そして、そこから削れそうな出費を洗い出し、合計しましょう。
生活費は手取り収入の80%に抑えるのが理想です。一度増えてしまった支出を削るのは簡単ではないかもしれませんが、思い切って「家計のリストラ」を進めることが重要です。
生活費を手取り収入の80%まで落とせたら、残りの20%は先取り貯蓄に回しましょう。
先取り貯蓄を積極的に
ここでのポイントは、使った残りを貯蓄するのではなく、お給料が入ったら先に貯蓄分を取り分けてしまうということです。
勤め先に財形貯蓄があるなら積極的に活用しましょう。なければ自動積立定期預金や貯蓄型の保険でもよいかと思います。
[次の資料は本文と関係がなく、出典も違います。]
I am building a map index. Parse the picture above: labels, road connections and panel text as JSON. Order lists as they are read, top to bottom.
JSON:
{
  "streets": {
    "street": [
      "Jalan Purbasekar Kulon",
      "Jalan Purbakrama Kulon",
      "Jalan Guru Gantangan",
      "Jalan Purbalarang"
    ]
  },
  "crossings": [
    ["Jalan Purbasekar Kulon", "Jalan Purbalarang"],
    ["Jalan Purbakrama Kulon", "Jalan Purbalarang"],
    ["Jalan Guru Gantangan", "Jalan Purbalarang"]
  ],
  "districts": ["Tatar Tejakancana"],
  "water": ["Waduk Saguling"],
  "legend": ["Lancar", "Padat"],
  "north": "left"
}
とにかく、自分がなにもしなくても自動的に一定額が積み立てられていく仕組みを作ってしまいましょう。
リスク回避のための医療保険
そして忘れてはならないのが医療保険への加入です。すでに加入済みなら問題ありませんが、もし医療保険に加入していないのであれば、1日でも早く申し込みをしましょう。
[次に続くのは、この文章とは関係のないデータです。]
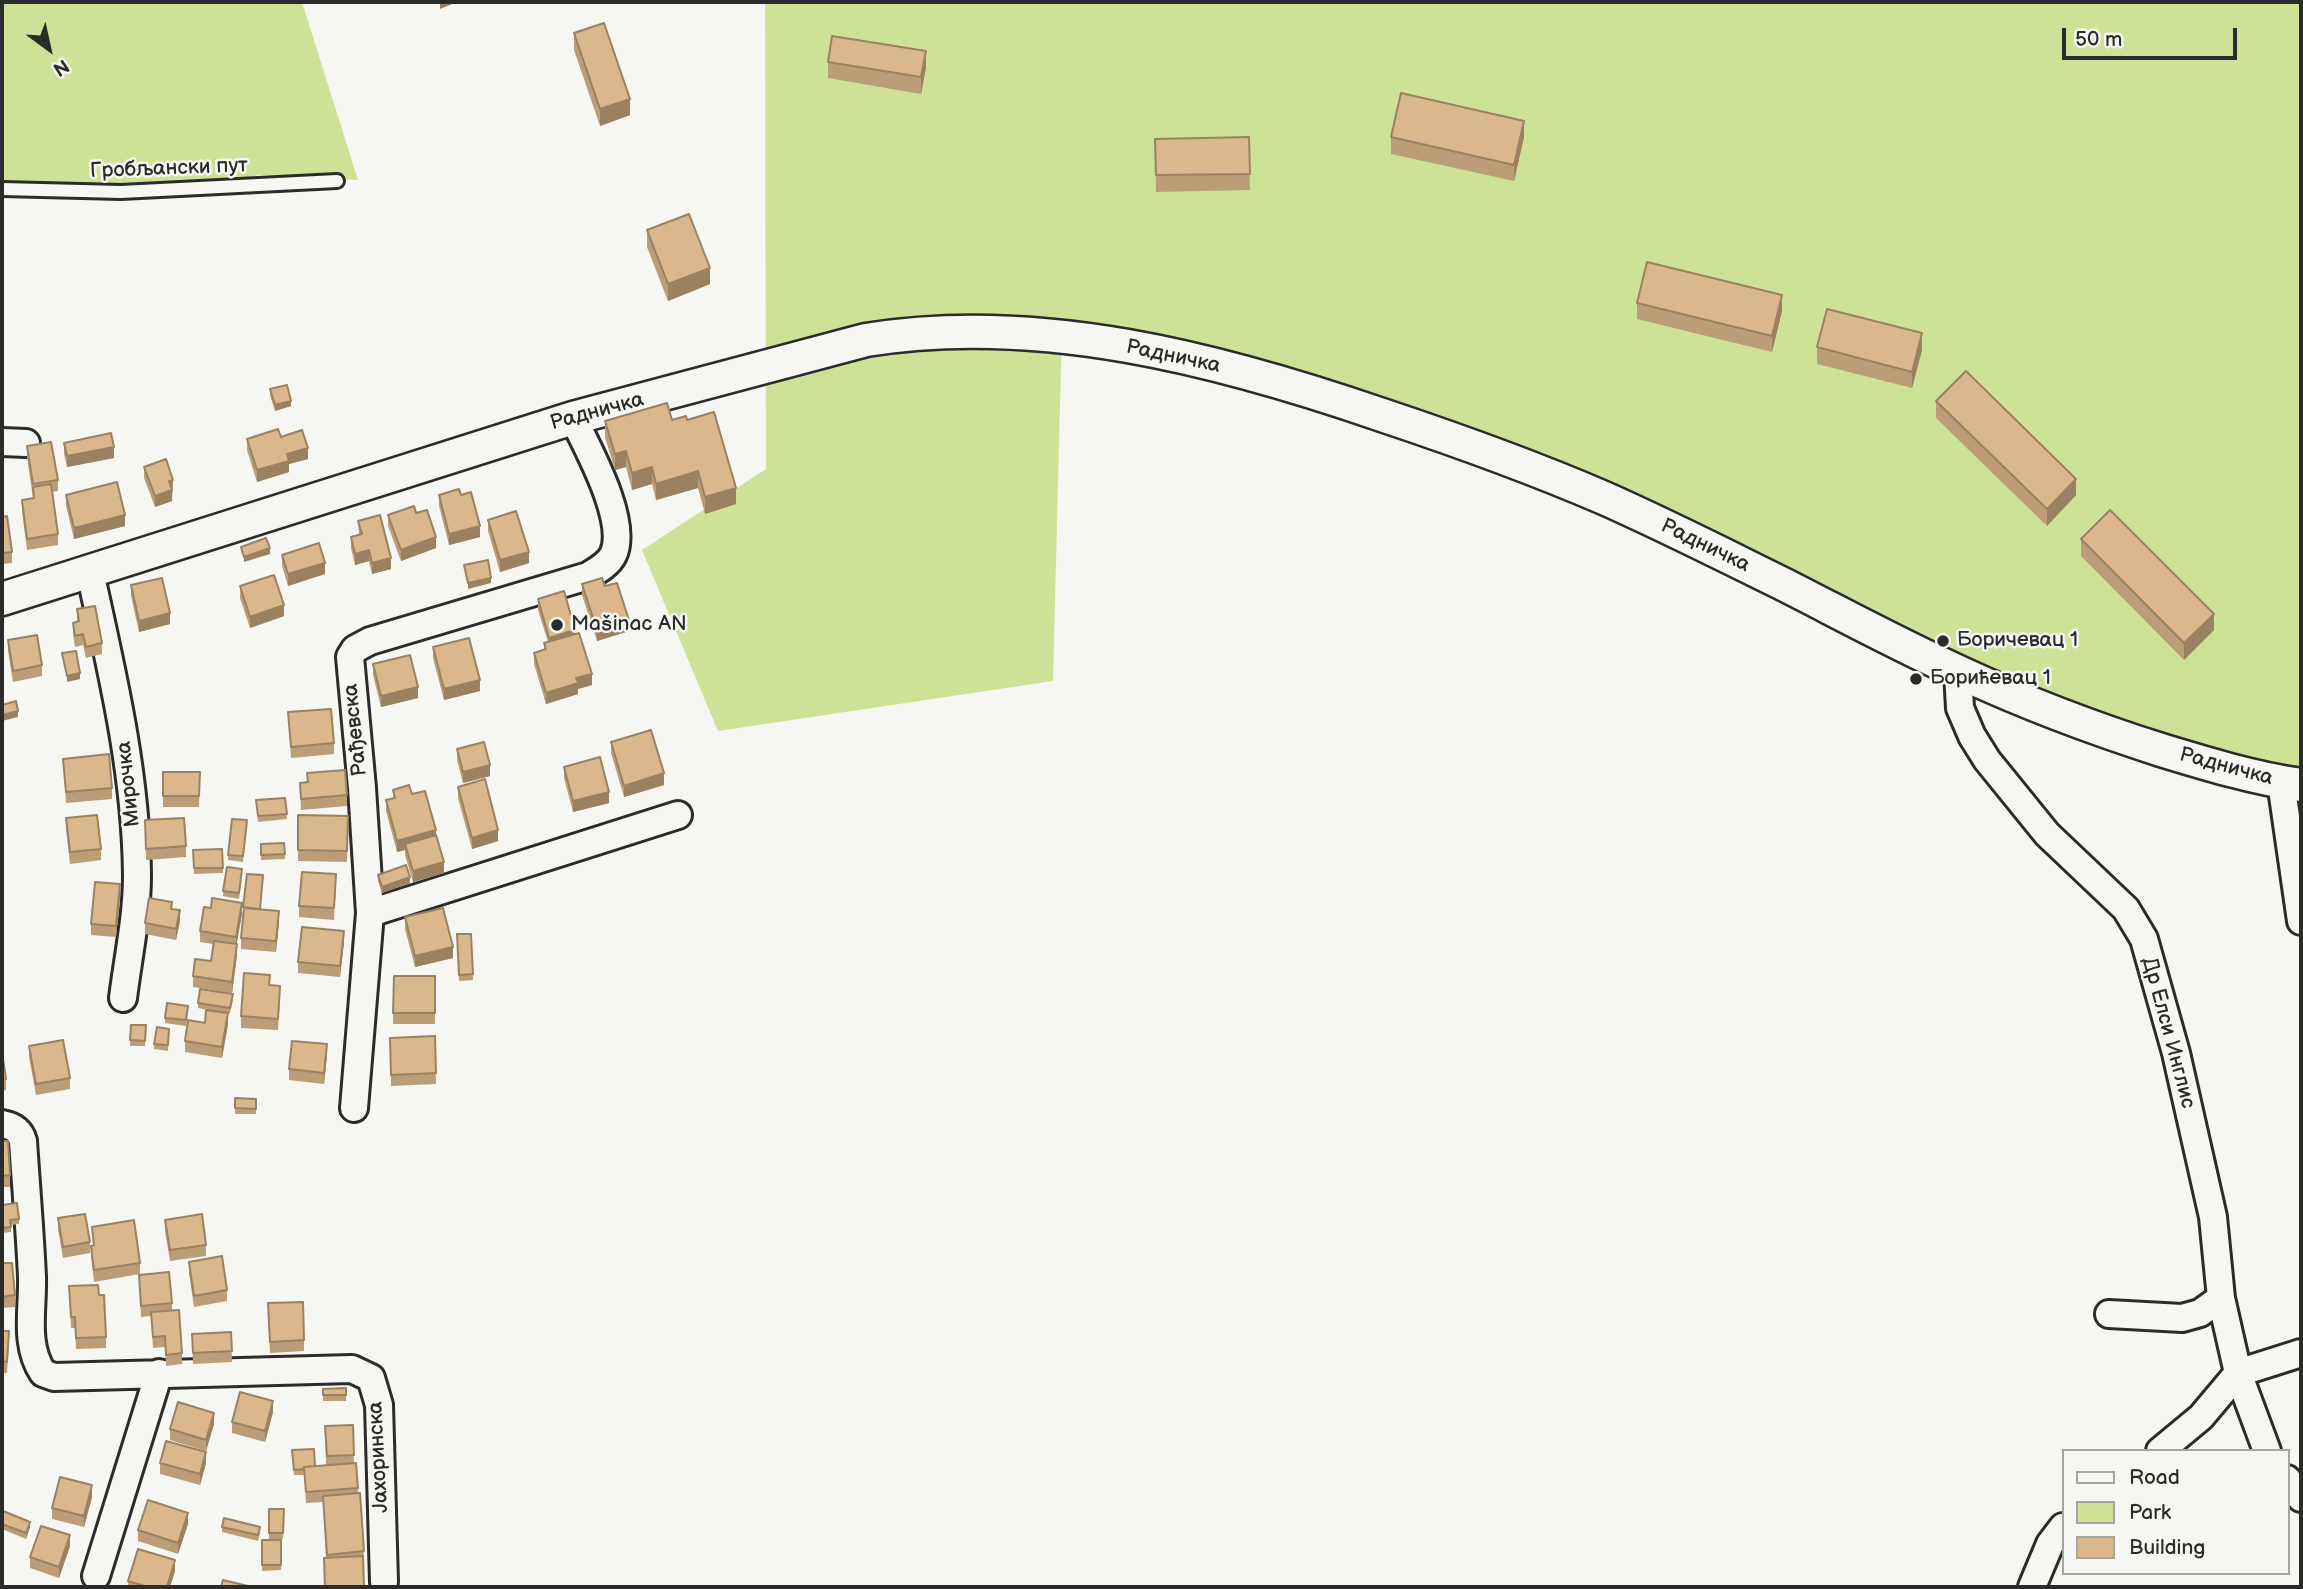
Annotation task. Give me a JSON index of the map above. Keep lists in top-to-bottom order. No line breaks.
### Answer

病気やケガはいつなんどきやってくるかわかりません。健康保険には高額療養費制度がありますが、自己負担額は最大で1ヵ月約14万円に及びます。
「貯蓄がまったくない」という言葉をそのまま受け取るのであれば、入院・手術となったときに借り入れをしないと医療費が払えないという状況に陥ってしまいかねません。30代になると、成人病や女性特有の病気にかかるリスクも増えてきます。
貯蓄がないからこそ、保険の機能を最大限に活かして備えておくことが必要です。